On this date in 1975, labor leader Jimmy Hoffa was reported missing.
On the morning of this day in 1975, James Riddle Hoffa, one of the most influential American labor leaders of the 20th century, was officially reported missing after he failed to return home the previous night. Though he is popularly believed to have been the victim of a Mafia hit, to date nothing has been proven.
He was scheduled to retake his Union, The Teamsters. But Frank Fitzsimmons was president of the Union while Jimmy was in prison and had no desire to give up the position. Apparently Frank didn’t consider the position temporary at all. Mafia and Teamsters were synonymous in those days, so as the saying goes, “six of one, half a dozen of the other” for who killed him. And offed he was, no doubt. He had a meeting with three other men, a couple from the Union, and a mobster. Apparently no one showed up. He was angry about being stood up and eventually left the restaurant only to get into a car with several other men waiting for him in the parking lot.

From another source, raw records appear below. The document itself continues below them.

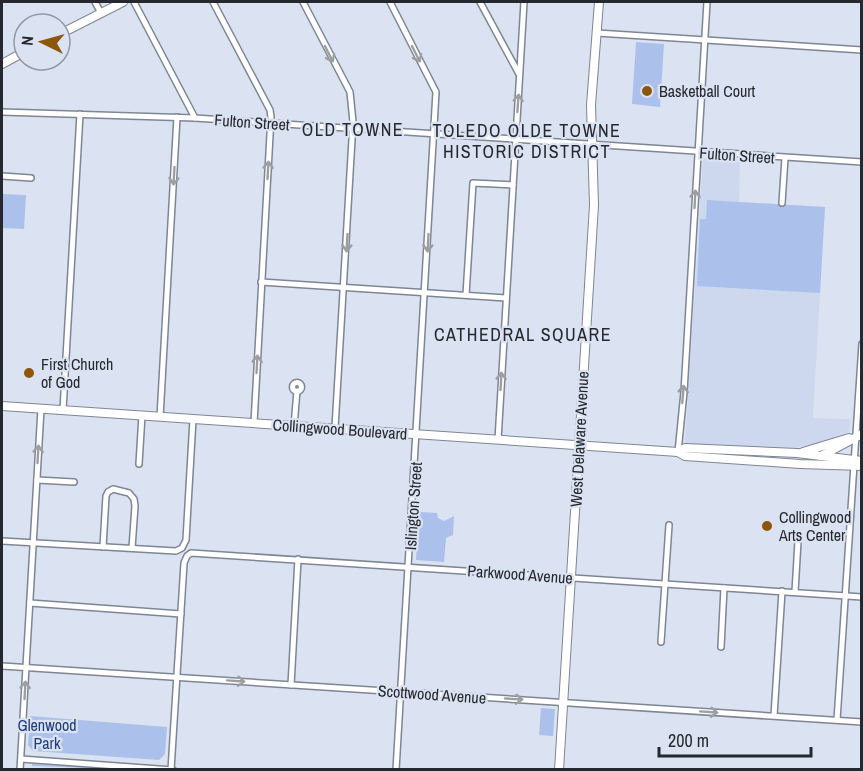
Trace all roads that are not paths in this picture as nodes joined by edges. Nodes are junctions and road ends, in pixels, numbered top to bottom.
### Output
1 (95, 2) edge
2 (123, 2) edge
3 (134, 2) edge
4 (213, 2) edge
5 (303, 2) edge
6 (390, 2) edge
7 (480, 2) edge
8 (525, 2) edge
9 (599, 2) edge
10 (707, 2) edge
11 (101, 13) junction
12 (72, 28) edge
13 (597, 33) junction
14 (705, 40) junction
15 (861, 50) edge
16 (520, 74) junction
17 (2, 112) edge
18 (80, 114) junction
19 (177, 117) junction
20 (195, 118) junction
21 (271, 123) junction
22 (353, 129) junction
23 (434, 134) junction
24 (516, 140) junction
25 (592, 144) junction
26 (698, 152) junction
27 (785, 158) junction
28 (861, 162) edge
29 (2, 176) edge
30 (31, 178) dead end
31 (513, 185) junction
32 (782, 203) dead end
33 (261, 282) junction
34 (344, 287) junction
35 (425, 293) junction
36 (466, 295) junction
37 (506, 298) junction
38 (861, 344) edge
39 (297, 391) dead end
40 (2, 406) edge
41 (41, 409) junction
42 (63, 410) junction
43 (142, 415) junction
44 (160, 417) junction
45 (193, 418) junction
46 (254, 423) junction
47 (294, 426) junction
48 (335, 428) junction
49 (417, 434) junction
50 (859, 435) edge
51 (498, 440) junction
52 (579, 446) junction
53 (734, 450) junction
54 (678, 452) junction
55 (797, 453) junction
56 (821, 456) junction
57 (730, 459) junction
58 (857, 463) edge
59 (139, 464) dead end
60 (800, 464) junction
61 (37, 480) junction
62 (74, 482) dead end
63 (669, 525) dead end
64 (2, 541) edge
65 (798, 541) dead end
66 (33, 542) junction
67 (103, 547) junction
68 (132, 549) junction
69 (298, 559) junction
70 (409, 566) junction
71 (570, 577) junction
72 (665, 584) junction
73 (724, 588) junction
74 (782, 591) junction
75 (795, 592) junction
76 (845, 596) junction
77 (861, 597) edge
78 (30, 603) junction
79 (181, 615) junction
80 (661, 642) dead end
81 (720, 647) dead end
82 (2, 666) edge
83 (26, 667) junction
84 (177, 677) junction
85 (291, 684) junction
86 (401, 692) junction
87 (563, 702) junction
88 (774, 716) junction
89 (837, 720) junction
90 (861, 722) edge
91 (21, 759) junction
92 (172, 769) edge
93 (20, 770) edge
94 (396, 770) edge
95 (559, 770) edge

1 - 11 street
2 - 11 main road
3 - 20 street
4 - 21 street
5 -> 22 street
6 -> 23 street, Islington Street
7 - 16 street
8 - 16 street
9 - 13 main road, West Delaware Avenue
10 - 14 street
11 - 12 main road
13 - 14 street
13 - 25 main road, West Delaware Avenue
14 - 15 street
14 - 26 street
24 -> 16 street
17 - 18 street, Fulton Street
18 - 19 street, Fulton Street
18 - 42 street
19 - 20 street, Fulton Street
19 -> 44 street
20 - 21 street, Fulton Street
21 - 22 street, Fulton Street
33 -> 21 street
22 - 23 street, Fulton Street
22 -> 34 street
23 - 24 street, Fulton Street
23 -> 35 street, Islington Street
24 - 25 street, Fulton Street
24 - 31 street
25 - 26 street, Fulton Street
25 - 52 main road, West Delaware Avenue
26 - 27 street, Fulton Street
54 -> 26 street
27 - 28 street, Fulton Street
27 - 32 street
29 - 30 street
31 - 36 street
31 - 37 street
33 - 34 street
46 -> 33 street
34 - 35 street
34 - 48 street
35 - 36 street
35 - 49 street, Islington Street
36 - 37 street
51 -> 37 street
38 - 50 street
39 - 47 street
40 - 41 main road, Collingwood Boulevard
41 - 42 main road, Collingwood Boulevard
61 -> 41 street
42 - 43 main road, Collingwood Boulevard
43 - 44 main road, Collingwood Boulevard
43 - 59 street
44 - 45 main road, Collingwood Boulevard
45 - 46 main road, Collingwood Boulevard
45 - 68 street
46 - 47 main road, Collingwood Boulevard
47 - 48 main road, Collingwood Boulevard
48 - 49 main road, Collingwood Boulevard
49 - 51 main road, Collingwood Boulevard
49 - 70 street, Islington Street
50 - 55 main road
50 - 56 main road
50 - 58 street
51 - 52 main road, Collingwood Boulevard
52 - 54 main road, Collingwood Boulevard
52 - 71 main road, West Delaware Avenue
53 - 54 main road, Collingwood Boulevard
53 - 55 main road, Collingwood Boulevard
53 - 57 main road
54 - 57 main road, Collingwood Boulevard
55 - 56 main road, Collingwood Boulevard
56 - 58 main road, Collingwood Boulevard
56 - 60 main road
57 - 60 main road, Collingwood Boulevard
58 - 60 main road, Collingwood Boulevard
58 - 76 street
61 - 62 street
61 - 66 street
63 - 72 street
64 - 66 street
65 - 75 street
66 - 67 street
66 - 78 street
67 - 68 street
67 - 68 street
69 - 70 street, Parkwood Avenue
69 - 79 street, Parkwood Avenue
69 - 85 street
70 - 71 street, Parkwood Avenue
70 - 86 street, Islington Street
71 - 72 street, Parkwood Avenue
71 - 87 main road, West Delaware Avenue
72 - 73 street, Parkwood Avenue
72 - 80 street
73 - 74 street, Parkwood Avenue
73 - 81 street
74 - 75 street, Parkwood Avenue
74 - 88 street
75 - 76 street, Parkwood Avenue
76 - 77 street, Parkwood Avenue
76 - 89 street
78 - 79 street
78 - 83 street
79 - 84 street
82 - 83 street, Scottwood Avenue
83 - 84 street, Scottwood Avenue
91 -> 83 street
84 -> 85 street, Scottwood Avenue
84 - 92 street
85 - 86 street, Scottwood Avenue
86 -> 87 street, Scottwood Avenue
86 - 94 street, Islington Street
87 -> 88 street, Scottwood Avenue
87 - 95 main road, West Delaware Avenue
88 - 89 street, Scottwood Avenue
89 - 90 street, Scottwood Avenue
91 - 92 street
91 - 93 street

It was at one of the Fox and Hound restaurants in Bloomfield Hills, on Telegraph Road. It was not far from where I had been living at one point, and I often met people there for lunch. They had great food and a lovely salad that I would get. But by the time of the hit I had moved away from Michigan, returning home to La Crosse, Wisconsin. I was no longer associated with the Union, though I was still involved with a Union person and would be for several more years, even returning to Michigan to again live there for a while.
We used to see several Teamsters at Carl’s Chop House in Detroit where we often went to eat and drink, socialize. Detroit was still very much alive in those days. There was a vibrancy and energy that existed everywhere then: a thriving theatre district, restaurants with long lines of cars waiting to get in, and people walking the streets while expensive cars drove by with their music loud and pulsing.
I saw Jimmy at the Chop once. His wife too, as she was sitting at the bar drinking while a group of us were dining nearby. The place was loud as usual. When Jimmy came into the bar it grew quiet and we watched without speaking. It happened quickly. He went up to the bar where his wife was, grabbed her arm as she reached for her purse and the coat draped over her barstool. He didn’t say anything at least that I could tell. Obviously he didn’t approve either of her drinking or drinking at the bar. Someone at the table said he didn’t approve of women at the bar. Probably not of her drinking as much as she did either. In any case, she must not have expected him there, certainly not then.
And that was it. Just as quickly he walked into my life and just as quickly out of it. It must have felt the same for him getting into that car. Exciting, sad, and quick. And that was all there was to it. Gone.